アジアで購入したDVDやBlu-rayが自宅で再生できない場合、その原因は「リージョンコード」にあります。このシステムは世界を6つの地域(リージョン1~6)に分割しており、各ディスクにはコードが、各プレイヤーには地域設定が施されています。リージョン2のディスクをリージョン1のプレイヤーで再生しようとすると、画面は真っ黒になります。これは技術的な不具合ではなく、意図的な制御です。プロデューサー、より正確には権利所有者が、いつ、どこで、どのような価格で自社の作品を市場に出すかを決定するために用いるのです。
プロデューサーや配給業者にとって、これは強力なツールです。アメリカで大ヒット作がまだ劇場公開中であっても、ヨーロッパでのディスクリリースはすでに計画されている可能性があります。そこでは、異なるボーナス素材、異なる言語バージョン、異なる価格設定がなされることもあります。リージョンコードは、アメリカでの劇場公開が終わるまで、ヨーロッパの購入者をアメリカのDVDから締め出します。これは配給ウィンドウを保護し、グレーマーケットからの輸入を防ぎ、地域ごとのライセンス契約を確保します。実際には、国際共同製作においては、どのディスクリージョンにどの編集バージョン、どの字幕、どのパッケージデザインを与えるかを早期に決定し、ポストプロダクションの段階でコードの技術的な実装を考慮に入れることを意味します。
Blu-rayも同様の原則に従いますが、6つではなく3つのリージョンがあります。しかし、例外も存在します。リージョン0(リージョンフリーディスク)は規格上存在しますが、メーカーは二次市場での価格差による利益(アービトラージ)のリスクを避けるため、プレスを嫌う傾向があります。多くのセットトップボックスプレイヤーは、一度だけコードを変更できますが、その後は選択したリージョンに固定されます。これは国際配給において日常的な問題を引き起こします。ロンドンの編集者が最終的な品質を確認するためにリージョン2バージョンを必要とする場合、その後、リージョン1のプレビューを自分で確認できなくなります。
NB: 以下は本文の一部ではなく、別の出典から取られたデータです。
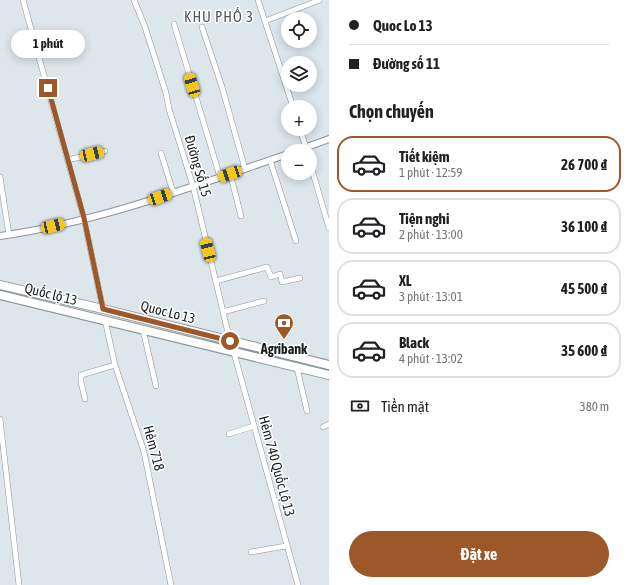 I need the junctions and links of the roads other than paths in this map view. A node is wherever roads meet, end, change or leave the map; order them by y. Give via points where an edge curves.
1 (23, 0) edge
2 (134, 0) edge
3 (258, 0) edge
4 (320, 0) edge
5 (265, 21) junction
6 (174, 24) dead end
7 (202, 28) dead end
8 (291, 100) edge
9 (329, 139) edge
10 (317, 144) edge
11 (104, 151) dead end
12 (161, 153) dead end
13 (281, 156) edge
14 (68, 160) junction
15 (270, 160) junction
16 (245, 169) junction
17 (230, 174) junction
18 (0, 177) edge
19 (220, 177) junction
20 (315, 180) edge
21 (193, 186) junction
22 (173, 192) junction
23 (241, 216) dead end
24 (84, 218) junction
25 (329, 228) edge
26 (9, 235) junction
27 (0, 236) edge
28 (296, 241) dead end
29 (300, 278) dead end
30 (216, 281) junction
31 (0, 285) edge
32 (0, 294) edge
33 (264, 301) dead end
34 (103, 309) junction
35 (223, 312) junction
36 (105, 320) junction
37 (144, 330) junction
38 (230, 341) junction
39 (234, 353) junction
40 (115, 364) junction
41 (329, 365) edge
42 (297, 368) junction
43 (329, 375) edge
44 (156, 386) dead end
45 (86, 399) dead end
46 (307, 411) dead end
47 (0, 419) edge
48 (329, 424) edge
49 (254, 426) junction
50 (323, 427) dead end
51 (229, 434) dead end
52 (286, 546) junction
53 (251, 552) dead end
54 (19, 585) edge
55 (171, 585) edge
56 (298, 585) edge

1 - 14 street
2 - 21 street, Đường Số 15 via 166,93
3 - 5 street
4 - 5 street
5 - 8 street
6 - 19 street
7 - 16 street
9 - 10 street
11 - 14 street
12 - 22 street
13 - 15 street
14 - 24 street
15 - 16 street
15 - 28 street
16 - 17 street
17 - 19 street
17 - 23 street
18 - 26 street
19 - 21 street
20 - 25 street
21 - 22 street
21 - 30 street, Đường Số 15
22 - 24 street via 121,210
24 - 26 street
24 - 34 street
26 - 27 street
29 - 30 street via 282,282 280,274 271,277 267,266
30 - 35 street, Đường Số 15
31 - 34 highway, Quoc Lo 13
32 - 36 highway, Quốc lộ 13
33 - 35 street
34 - 38 highway, Quoc Lo 13
35 - 38 street, Đường Số 15
36 - 37 highway, Quốc lộ 13
36 - 40 street, Hẻm 718
37 - 39 highway, Quốc lộ 13
37 - 44 street
38 - 41 highway, Quoc Lo 13
39 - 42 highway, Quốc lộ 13
39 - 49 street, Hẻm 740 Quốc Lộ 13
40 - 45 street via 81,375
40 - 55 street, Hẻm 718 via 144,452
42 - 43 highway, Quốc lộ 13
42 - 46 street
47 - 54 street
48 - 50 street
49 - 51 street
49 - 52 street, Hẻm 740 Quốc Lộ 13
52 - 53 street
52 - 56 street, Hẻm 740 Quốc Lộ 13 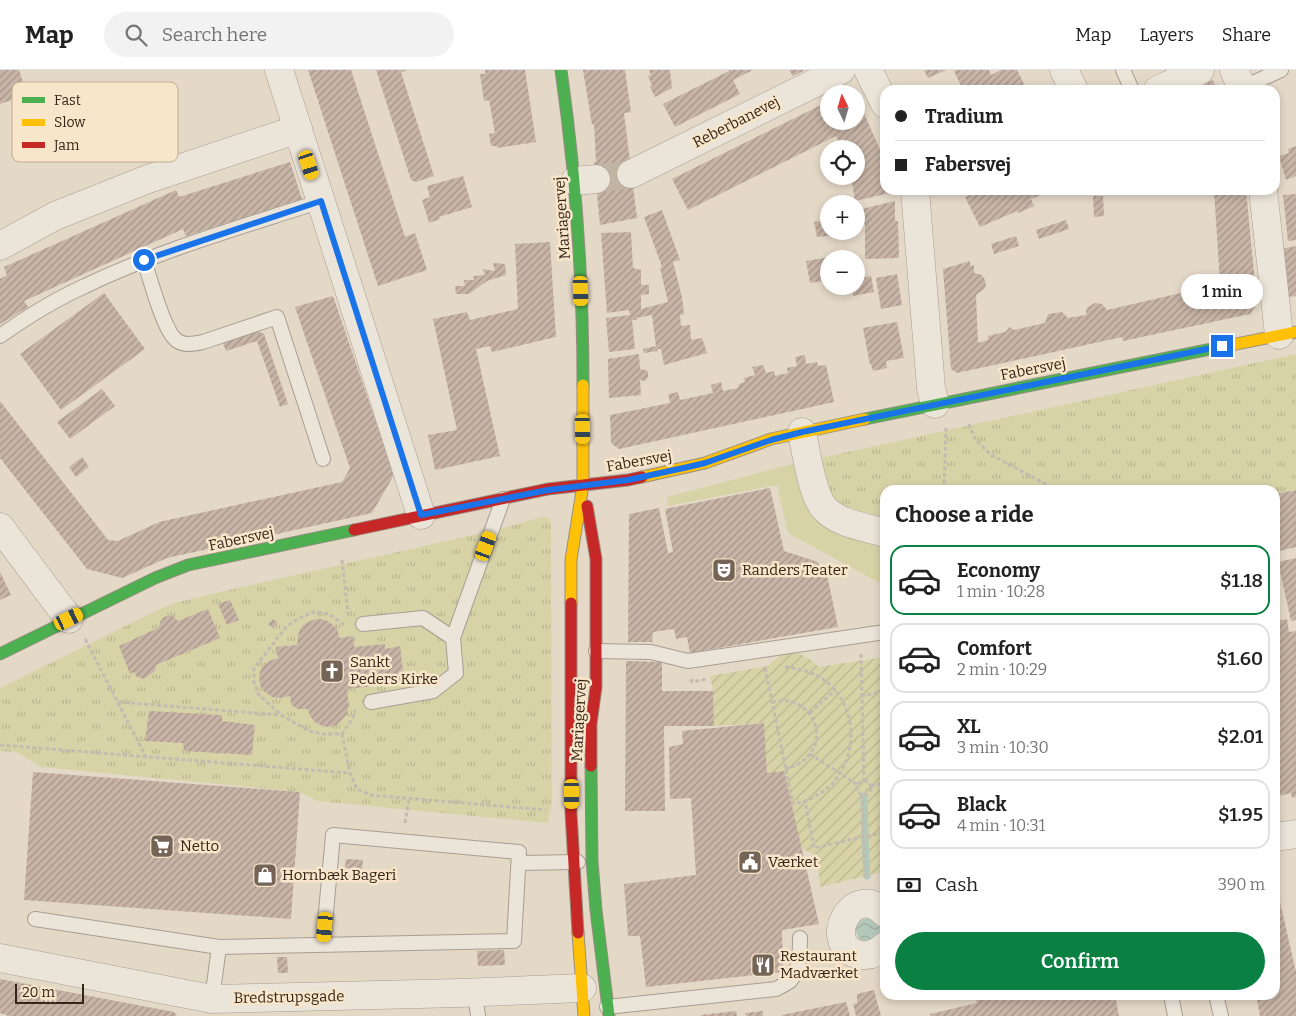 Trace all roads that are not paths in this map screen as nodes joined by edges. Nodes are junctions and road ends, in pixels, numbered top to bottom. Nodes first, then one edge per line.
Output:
1 (279, 70) edge
2 (561, 70) edge
3 (841, 70) edge
4 (868, 70) edge
5 (1064, 70) edge
6 (1122, 70) edge
7 (1200, 70) edge
8 (1281, 70) edge
9 (1240, 83) edge
10 (1072, 85) edge
11 (1130, 85) edge
12 (1168, 85) edge
13 (880, 94) edge
14 (298, 129) junction
15 (632, 174) tunnel mouth
16 (921, 195) edge
17 (1263, 195) edge
18 (321, 201) junction
19 (0, 246) edge
20 (144, 260) junction
21 (1287, 333) edge
22 (0, 336) edge
23 (938, 404) junction
24 (802, 432) junction
25 (323, 459) dead end
26 (583, 485) junction
27 (503, 499) junction
28 (421, 515) junction
29 (0, 527) edge
30 (880, 531) edge
31 (69, 619) junction
32 (356, 627) road end
33 (880, 633) edge
34 (452, 638) junction
35 (596, 651) junction
36 (0, 654) edge
37 (372, 702) road end
38 (1296, 834) edge
39 (1280, 836) edge
40 (592, 861) junction
41 (573, 862) junction
42 (519, 863) junction
43 (876, 908) edge
44 (35, 919) dead end
45 (800, 938) dead end
46 (323, 945) junction
47 (219, 947) junction
48 (880, 951) edge
49 (0, 958) edge
50 (582, 988) junction
51 (1171, 1000) edge
52 (1217, 1000) edge
53 (477, 1004) edge
54 (209, 1008) edge
55 (608, 1012) edge
56 (584, 1016) edge
57 (1175, 1016) edge
58 (1221, 1016) edge

1 - 14 street
2 - 26 street, Mariagervej
3 - 15 street, Reberbanevej
4 - 13 street
5 - 10 street
6 - 11 lane
7 - 12 street
8 - 9 lane
14 - 18 street
14 - 19 street
16 - 23 street
17 - 21 street
18 - 20 lane
18 - 28 street
20 - 22 lane
20 - 25 lane
21 - 23 street, Fabersvej
23 - 24 street, Fabersvej
24 - 26 street, Fabersvej
24 - 30 street
26 - 27 street, Fabersvej
26 - 35 street, Mariagervej
26 - 41 street, Mariagervej
27 - 28 street, Fabersvej
27 - 34 lane
28 - 31 street, Fabersvej
29 - 31 street
31 - 36 street, Fabersvej
32 - 34 lane
33 - 35 lane
34 - 37 lane
35 - 40 street, Mariagervej
38 - 39 street
40 - 41 lane
40 - 55 street, Mariagervej
41 - 42 lane
41 - 50 street, Mariagervej
42 - 46 lane
42 - 46 lane
43 - 48 street
44 - 47 lane
45 - 55 lane
46 - 47 lane
47 - 54 lane
49 - 54 street, Bredstrupsgade
50 - 53 street, Bredstrupsgade
50 - 56 street, Mariagervej
51 - 57 lane
52 - 58 lane
53 - 54 street, Bredstrupsgade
プロダクションの日常業務においては、DCP(デジタル・シネマ・パッケージ)の納品やDVDのマスタリングの際に、リージョンコードの要件を考慮に入れる必要があります。配給業者と早期に、どのリージョンがどのコンテンツバリエーションを受け取るかを明確にしてください。そして、自身が国際的に仕事をする場合は、マルチリージョン対応のプレイヤーが解決策となりますが、追加費用がかかり、どこでも合法的に使用できるわけではありません。リージョンコードは目立たないように見えますが、マスタリングにおける実際の作業工程を増加させ、国際配給における調整を必要とします。